[Stored data]
□ □ □

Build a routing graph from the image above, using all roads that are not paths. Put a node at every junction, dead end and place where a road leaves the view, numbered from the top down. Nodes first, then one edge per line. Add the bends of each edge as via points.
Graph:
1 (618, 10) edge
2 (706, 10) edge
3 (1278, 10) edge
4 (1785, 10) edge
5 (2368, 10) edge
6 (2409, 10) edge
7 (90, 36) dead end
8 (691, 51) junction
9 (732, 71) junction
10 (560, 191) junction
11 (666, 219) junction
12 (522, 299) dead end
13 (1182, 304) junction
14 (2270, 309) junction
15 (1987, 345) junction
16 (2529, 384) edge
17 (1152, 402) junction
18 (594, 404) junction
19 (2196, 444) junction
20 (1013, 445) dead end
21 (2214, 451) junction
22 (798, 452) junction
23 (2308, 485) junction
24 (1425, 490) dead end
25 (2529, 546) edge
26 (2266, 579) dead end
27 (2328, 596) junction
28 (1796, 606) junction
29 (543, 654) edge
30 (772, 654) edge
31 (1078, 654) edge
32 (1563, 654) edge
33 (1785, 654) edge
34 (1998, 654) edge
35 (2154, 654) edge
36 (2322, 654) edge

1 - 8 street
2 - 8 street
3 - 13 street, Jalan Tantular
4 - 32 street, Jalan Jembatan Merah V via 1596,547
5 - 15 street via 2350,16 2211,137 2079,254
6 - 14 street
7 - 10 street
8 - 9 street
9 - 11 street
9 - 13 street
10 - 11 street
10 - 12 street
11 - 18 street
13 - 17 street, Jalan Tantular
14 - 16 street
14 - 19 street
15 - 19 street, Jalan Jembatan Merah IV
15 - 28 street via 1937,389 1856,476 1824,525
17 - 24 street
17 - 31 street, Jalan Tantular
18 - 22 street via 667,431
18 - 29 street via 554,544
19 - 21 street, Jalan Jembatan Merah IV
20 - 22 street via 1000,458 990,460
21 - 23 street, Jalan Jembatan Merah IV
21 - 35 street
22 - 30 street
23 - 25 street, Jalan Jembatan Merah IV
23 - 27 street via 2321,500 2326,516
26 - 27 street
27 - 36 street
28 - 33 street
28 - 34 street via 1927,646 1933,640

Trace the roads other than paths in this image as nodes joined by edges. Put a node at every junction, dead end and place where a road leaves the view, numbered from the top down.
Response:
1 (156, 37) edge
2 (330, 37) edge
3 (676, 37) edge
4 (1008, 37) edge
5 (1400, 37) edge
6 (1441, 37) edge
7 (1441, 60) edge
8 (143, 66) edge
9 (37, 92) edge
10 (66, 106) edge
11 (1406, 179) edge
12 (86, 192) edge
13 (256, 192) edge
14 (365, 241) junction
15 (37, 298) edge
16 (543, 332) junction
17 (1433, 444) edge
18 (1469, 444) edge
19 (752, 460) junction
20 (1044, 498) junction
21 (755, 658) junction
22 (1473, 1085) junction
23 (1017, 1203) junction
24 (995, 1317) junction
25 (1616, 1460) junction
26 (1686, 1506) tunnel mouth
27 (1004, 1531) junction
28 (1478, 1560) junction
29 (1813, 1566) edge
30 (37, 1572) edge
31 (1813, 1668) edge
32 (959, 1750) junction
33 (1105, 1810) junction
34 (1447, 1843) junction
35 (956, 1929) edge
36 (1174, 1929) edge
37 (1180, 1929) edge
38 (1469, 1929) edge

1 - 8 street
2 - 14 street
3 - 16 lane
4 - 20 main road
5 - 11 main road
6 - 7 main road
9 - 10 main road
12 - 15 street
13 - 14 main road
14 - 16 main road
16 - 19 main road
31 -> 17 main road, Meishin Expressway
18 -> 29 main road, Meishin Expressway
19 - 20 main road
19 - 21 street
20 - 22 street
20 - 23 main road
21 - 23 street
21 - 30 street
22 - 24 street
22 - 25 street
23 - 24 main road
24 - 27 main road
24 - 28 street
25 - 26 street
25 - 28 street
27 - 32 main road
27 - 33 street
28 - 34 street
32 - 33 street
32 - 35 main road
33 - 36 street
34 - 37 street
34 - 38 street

□ □ □

● **What the task requires**: All of the data above must be repeated exactly.

● **Exercise answer**:
Build a routing graph from the image above, using all roads that are not paths. Put a node at every junction, dead end and place where a road leaves the view, numbered from the top down. Nodes first, then one edge per line. Add the bends of each edge as via points.
Graph:
1 (618, 10) edge
2 (706, 10) edge
3 (1278, 10) edge
4 (1785, 10) edge
5 (2368, 10) edge
6 (2409, 10) edge
7 (90, 36) dead end
8 (691, 51) junction
9 (732, 71) junction
10 (560, 191) junction
11 (666, 219) junction
12 (522, 299) dead end
13 (1182, 304) junction
14 (2270, 309) junction
15 (1987, 345) junction
16 (2529, 384) edge
17 (1152, 402) junction
18 (594, 404) junction
19 (2196, 444) junction
20 (1013, 445) dead end
21 (2214, 451) junction
22 (798, 452) junction
23 (2308, 485) junction
24 (1425, 490) dead end
25 (2529, 546) edge
26 (2266, 579) dead end
27 (2328, 596) junction
28 (1796, 606) junction
29 (543, 654) edge
30 (772, 654) edge
31 (1078, 654) edge
32 (1563, 654) edge
33 (1785, 654) edge
34 (1998, 654) edge
35 (2154, 654) edge
36 (2322, 654) edge

1 - 8 street
2 - 8 street
3 - 13 street, Jalan Tantular
4 - 32 street, Jalan Jembatan Merah V via 1596,547
5 - 15 street via 2350,16 2211,137 2079,254
6 - 14 street
7 - 10 street
8 - 9 street
9 - 11 street
9 - 13 street
10 - 11 street
10 - 12 street
11 - 18 street
13 - 17 street, Jalan Tantular
14 - 16 street
14 - 19 street
15 - 19 street, Jalan Jembatan Merah IV
15 - 28 street via 1937,389 1856,476 1824,525
17 - 24 street
17 - 31 street, Jalan Tantular
18 - 22 street via 667,431
18 - 29 street via 554,544
19 - 21 street, Jalan Jembatan Merah IV
20 - 22 street via 1000,458 990,460
21 - 23 street, Jalan Jembatan Merah IV
21 - 35 street
22 - 30 street
23 - 25 street, Jalan Jembatan Merah IV
23 - 27 street via 2321,500 2326,516
26 - 27 street
27 - 36 street
28 - 33 street
28 - 34 street via 1927,646 1933,640

Trace the roads other than paths in this image as nodes joined by edges. Put a node at every junction, dead end and place where a road leaves the view, numbered from the top down.
Response:
1 (156, 37) edge
2 (330, 37) edge
3 (676, 37) edge
4 (1008, 37) edge
5 (1400, 37) edge
6 (1441, 37) edge
7 (1441, 60) edge
8 (143, 66) edge
9 (37, 92) edge
10 (66, 106) edge
11 (1406, 179) edge
12 (86, 192) edge
13 (256, 192) edge
14 (365, 241) junction
15 (37, 298) edge
16 (543, 332) junction
17 (1433, 444) edge
18 (1469, 444) edge
19 (752, 460) junction
20 (1044, 498) junction
21 (755, 658) junction
22 (1473, 1085) junction
23 (1017, 1203) junction
24 (995, 1317) junction
25 (1616, 1460) junction
26 (1686, 1506) tunnel mouth
27 (1004, 1531) junction
28 (1478, 1560) junction
29 (1813, 1566) edge
30 (37, 1572) edge
31 (1813, 1668) edge
32 (959, 1750) junction
33 (1105, 1810) junction
34 (1447, 1843) junction
35 (956, 1929) edge
36 (1174, 1929) edge
37 (1180, 1929) edge
38 (1469, 1929) edge

1 - 8 street
2 - 14 street
3 - 16 lane
4 - 20 main road
5 - 11 main road
6 - 7 main road
9 - 10 main road
12 - 15 street
13 - 14 main road
14 - 16 main road
16 - 19 main road
31 -> 17 main road, Meishin Expressway
18 -> 29 main road, Meishin Expressway
19 - 20 main road
19 - 21 street
20 - 22 street
20 - 23 main road
21 - 23 street
21 - 30 street
22 - 24 street
22 - 25 street
23 - 24 main road
24 - 27 main road
24 - 28 street
25 - 26 street
25 - 28 street
27 - 32 main road
27 - 33 street
28 - 34 street
32 - 33 street
32 - 35 main road
33 - 36 street
34 - 37 street
34 - 38 street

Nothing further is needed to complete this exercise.